Subspace clustering for high dimensional data: a review

  • Authors:
  • Lance Parsons;Ehtesham Haque;Huan Liu

  • Affiliations:
  • Arizona State University, Tempe, AZ;Arizona State University, Tempe, AZ;Arizona State University, Tempe, AZ

  • Venue:
  • ACM SIGKDD Explorations Newsletter - Special issue on learning from imbalanced datasets
  • Year:
  • 2004

Quantified Score

Hi-index 0.00

Visualization

Abstract

Subspace clustering is an extension of traditional clustering that seeks to find clusters in different subspaces within a dataset. Often in high dimensional data, many dimensions are irrelevant and can mask existing clusters in noisy data.
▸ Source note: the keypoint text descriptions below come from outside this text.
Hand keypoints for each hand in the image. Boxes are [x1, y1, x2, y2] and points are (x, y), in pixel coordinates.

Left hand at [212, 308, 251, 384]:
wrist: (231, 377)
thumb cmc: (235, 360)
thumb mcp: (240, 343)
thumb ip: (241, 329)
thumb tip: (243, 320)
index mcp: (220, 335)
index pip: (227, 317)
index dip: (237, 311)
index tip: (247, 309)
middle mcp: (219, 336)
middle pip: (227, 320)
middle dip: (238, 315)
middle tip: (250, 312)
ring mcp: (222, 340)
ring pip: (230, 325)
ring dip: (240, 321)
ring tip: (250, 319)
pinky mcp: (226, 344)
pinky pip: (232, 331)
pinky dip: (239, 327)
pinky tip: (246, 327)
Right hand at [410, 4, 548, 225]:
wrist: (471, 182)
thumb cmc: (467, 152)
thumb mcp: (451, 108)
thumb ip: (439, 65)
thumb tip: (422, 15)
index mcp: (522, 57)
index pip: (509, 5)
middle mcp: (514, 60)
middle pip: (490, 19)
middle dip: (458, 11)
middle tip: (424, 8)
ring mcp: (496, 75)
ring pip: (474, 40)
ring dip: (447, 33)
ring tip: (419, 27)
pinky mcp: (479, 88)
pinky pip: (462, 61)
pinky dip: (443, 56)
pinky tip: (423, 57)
Feature selection removes irrelevant and redundant dimensions by analyzing the entire dataset. Subspace clustering algorithms localize the search for relevant dimensions allowing them to find clusters that exist in multiple, possibly overlapping subspaces. There are two major branches of subspace clustering based on their search strategy. Top-down algorithms find an initial clustering in the full set of dimensions and evaluate the subspaces of each cluster, iteratively improving the results. Bottom-up approaches find dense regions in low dimensional spaces and combine them to form clusters. This paper presents a survey of the various subspace clustering algorithms along with a hierarchy organizing the algorithms by their defining characteristics. We then compare the two main approaches to subspace clustering using empirical scalability and accuracy tests and discuss some potential applications where subspace clustering could be particularly useful.